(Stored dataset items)
====

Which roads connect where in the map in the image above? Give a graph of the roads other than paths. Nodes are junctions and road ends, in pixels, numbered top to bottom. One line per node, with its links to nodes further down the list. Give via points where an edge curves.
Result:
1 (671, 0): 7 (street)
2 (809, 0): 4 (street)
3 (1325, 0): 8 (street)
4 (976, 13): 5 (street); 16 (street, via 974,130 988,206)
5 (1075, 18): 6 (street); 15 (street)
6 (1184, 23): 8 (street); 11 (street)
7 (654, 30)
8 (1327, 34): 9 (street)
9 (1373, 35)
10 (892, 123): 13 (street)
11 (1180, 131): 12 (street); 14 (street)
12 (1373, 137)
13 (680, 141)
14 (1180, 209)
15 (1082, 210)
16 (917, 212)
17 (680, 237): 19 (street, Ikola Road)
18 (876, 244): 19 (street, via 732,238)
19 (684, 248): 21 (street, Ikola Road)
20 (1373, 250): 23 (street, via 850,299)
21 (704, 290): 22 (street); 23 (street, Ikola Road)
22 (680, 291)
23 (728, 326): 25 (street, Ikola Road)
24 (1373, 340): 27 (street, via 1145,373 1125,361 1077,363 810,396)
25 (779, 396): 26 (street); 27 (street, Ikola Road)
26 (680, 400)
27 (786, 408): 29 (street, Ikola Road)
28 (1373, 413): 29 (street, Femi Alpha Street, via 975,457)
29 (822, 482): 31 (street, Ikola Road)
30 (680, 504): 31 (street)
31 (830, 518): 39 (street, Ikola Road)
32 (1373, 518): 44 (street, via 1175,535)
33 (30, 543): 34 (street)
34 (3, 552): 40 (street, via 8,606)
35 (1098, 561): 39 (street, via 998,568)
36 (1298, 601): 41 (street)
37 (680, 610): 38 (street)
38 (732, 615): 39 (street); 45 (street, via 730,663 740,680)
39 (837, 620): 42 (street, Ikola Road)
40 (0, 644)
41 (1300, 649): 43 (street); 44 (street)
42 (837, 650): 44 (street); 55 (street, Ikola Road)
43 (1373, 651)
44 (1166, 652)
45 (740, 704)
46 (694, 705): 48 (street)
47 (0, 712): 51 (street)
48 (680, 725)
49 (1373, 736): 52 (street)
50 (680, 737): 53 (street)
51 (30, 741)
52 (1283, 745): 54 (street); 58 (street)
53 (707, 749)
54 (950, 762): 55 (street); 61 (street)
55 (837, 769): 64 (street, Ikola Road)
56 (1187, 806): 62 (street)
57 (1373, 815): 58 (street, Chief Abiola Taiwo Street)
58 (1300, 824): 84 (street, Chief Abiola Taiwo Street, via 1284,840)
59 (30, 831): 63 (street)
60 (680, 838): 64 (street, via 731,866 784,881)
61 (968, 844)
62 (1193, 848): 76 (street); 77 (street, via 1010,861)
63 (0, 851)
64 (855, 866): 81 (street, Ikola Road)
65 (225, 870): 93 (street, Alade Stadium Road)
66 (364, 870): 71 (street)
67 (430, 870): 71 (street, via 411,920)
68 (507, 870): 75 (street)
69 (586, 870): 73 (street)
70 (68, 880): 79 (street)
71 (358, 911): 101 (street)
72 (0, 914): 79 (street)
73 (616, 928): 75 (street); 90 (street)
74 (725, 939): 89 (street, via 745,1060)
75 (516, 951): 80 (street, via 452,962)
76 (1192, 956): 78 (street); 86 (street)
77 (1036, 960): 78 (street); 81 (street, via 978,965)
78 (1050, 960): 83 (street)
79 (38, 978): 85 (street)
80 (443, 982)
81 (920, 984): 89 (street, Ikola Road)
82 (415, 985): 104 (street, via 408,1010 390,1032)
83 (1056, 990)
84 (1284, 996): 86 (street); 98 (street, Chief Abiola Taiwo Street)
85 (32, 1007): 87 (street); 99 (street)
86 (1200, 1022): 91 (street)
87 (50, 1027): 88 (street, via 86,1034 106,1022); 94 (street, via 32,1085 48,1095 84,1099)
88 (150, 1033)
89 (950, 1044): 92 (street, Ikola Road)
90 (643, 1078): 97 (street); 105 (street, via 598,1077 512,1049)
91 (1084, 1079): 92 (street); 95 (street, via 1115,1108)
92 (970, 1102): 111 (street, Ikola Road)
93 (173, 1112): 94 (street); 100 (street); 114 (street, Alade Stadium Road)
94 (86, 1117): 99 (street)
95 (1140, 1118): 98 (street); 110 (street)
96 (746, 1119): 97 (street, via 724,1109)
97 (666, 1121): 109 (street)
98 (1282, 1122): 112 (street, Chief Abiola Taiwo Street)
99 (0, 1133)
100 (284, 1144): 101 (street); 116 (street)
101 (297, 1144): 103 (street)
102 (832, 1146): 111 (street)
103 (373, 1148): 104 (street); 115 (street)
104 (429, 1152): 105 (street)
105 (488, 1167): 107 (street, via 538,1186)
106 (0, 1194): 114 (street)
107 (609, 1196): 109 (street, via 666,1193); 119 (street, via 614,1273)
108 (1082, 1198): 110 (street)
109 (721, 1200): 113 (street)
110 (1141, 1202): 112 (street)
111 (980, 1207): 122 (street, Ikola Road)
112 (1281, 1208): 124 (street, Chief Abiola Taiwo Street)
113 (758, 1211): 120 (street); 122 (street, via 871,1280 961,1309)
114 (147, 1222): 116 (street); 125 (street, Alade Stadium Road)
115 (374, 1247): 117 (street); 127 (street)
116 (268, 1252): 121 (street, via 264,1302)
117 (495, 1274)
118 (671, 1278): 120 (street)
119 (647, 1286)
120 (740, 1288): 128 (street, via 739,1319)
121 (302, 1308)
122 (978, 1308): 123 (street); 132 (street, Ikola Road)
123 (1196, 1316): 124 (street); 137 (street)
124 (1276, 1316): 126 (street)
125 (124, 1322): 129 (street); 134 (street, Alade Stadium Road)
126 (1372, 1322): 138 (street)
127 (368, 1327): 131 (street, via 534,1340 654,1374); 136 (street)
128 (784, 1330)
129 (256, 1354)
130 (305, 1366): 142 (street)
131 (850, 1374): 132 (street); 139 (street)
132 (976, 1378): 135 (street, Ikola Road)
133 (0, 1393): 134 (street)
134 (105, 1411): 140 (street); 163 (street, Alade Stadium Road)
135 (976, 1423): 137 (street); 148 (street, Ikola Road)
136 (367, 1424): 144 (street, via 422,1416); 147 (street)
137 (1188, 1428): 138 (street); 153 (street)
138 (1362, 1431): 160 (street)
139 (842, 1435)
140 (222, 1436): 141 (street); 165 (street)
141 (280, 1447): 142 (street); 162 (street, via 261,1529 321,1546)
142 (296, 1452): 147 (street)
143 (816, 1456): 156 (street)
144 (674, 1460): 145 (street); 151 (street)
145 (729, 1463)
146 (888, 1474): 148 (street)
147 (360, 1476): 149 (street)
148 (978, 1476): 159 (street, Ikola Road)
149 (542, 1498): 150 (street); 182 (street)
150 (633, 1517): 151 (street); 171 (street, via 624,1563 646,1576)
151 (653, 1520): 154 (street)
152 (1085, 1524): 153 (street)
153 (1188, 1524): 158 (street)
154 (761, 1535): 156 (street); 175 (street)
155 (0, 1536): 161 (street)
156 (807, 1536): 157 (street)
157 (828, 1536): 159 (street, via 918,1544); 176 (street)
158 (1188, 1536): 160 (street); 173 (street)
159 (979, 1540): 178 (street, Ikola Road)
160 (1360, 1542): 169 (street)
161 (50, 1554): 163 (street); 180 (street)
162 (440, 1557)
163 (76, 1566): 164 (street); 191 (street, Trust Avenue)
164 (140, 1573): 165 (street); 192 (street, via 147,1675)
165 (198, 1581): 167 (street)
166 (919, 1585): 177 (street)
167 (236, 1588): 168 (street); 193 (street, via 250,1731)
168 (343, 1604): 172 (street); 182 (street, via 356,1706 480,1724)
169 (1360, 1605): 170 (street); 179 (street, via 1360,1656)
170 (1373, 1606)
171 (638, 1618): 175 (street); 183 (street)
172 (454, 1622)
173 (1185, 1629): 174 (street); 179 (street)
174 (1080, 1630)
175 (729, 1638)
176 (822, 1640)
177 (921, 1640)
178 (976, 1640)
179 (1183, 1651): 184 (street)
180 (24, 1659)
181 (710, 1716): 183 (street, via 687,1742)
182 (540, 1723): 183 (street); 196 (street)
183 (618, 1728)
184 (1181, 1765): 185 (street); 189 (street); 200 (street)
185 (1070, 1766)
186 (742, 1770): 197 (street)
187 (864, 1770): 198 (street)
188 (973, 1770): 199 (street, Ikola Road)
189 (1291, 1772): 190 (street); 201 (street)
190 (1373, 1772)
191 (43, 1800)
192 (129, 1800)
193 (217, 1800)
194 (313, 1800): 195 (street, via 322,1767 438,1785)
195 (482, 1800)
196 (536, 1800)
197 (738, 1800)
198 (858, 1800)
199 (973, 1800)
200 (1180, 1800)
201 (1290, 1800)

====

* EXERCISE OBJECTIVE:
In the records above, locate the lines holding the word "Alade". Copy each of them.

* ANSWER SPACE:
65 (225, 870): 93 (street, Alade Stadium Road)
93 (173, 1112): 94 (street); 100 (street); 114 (street, Alade Stadium Road)
114 (147, 1222): 116 (street); 125 (street, Alade Stadium Road)
125 (124, 1322): 129 (street); 134 (street, Alade Stadium Road)
134 (105, 1411): 140 (street); 163 (street, Alade Stadium Road)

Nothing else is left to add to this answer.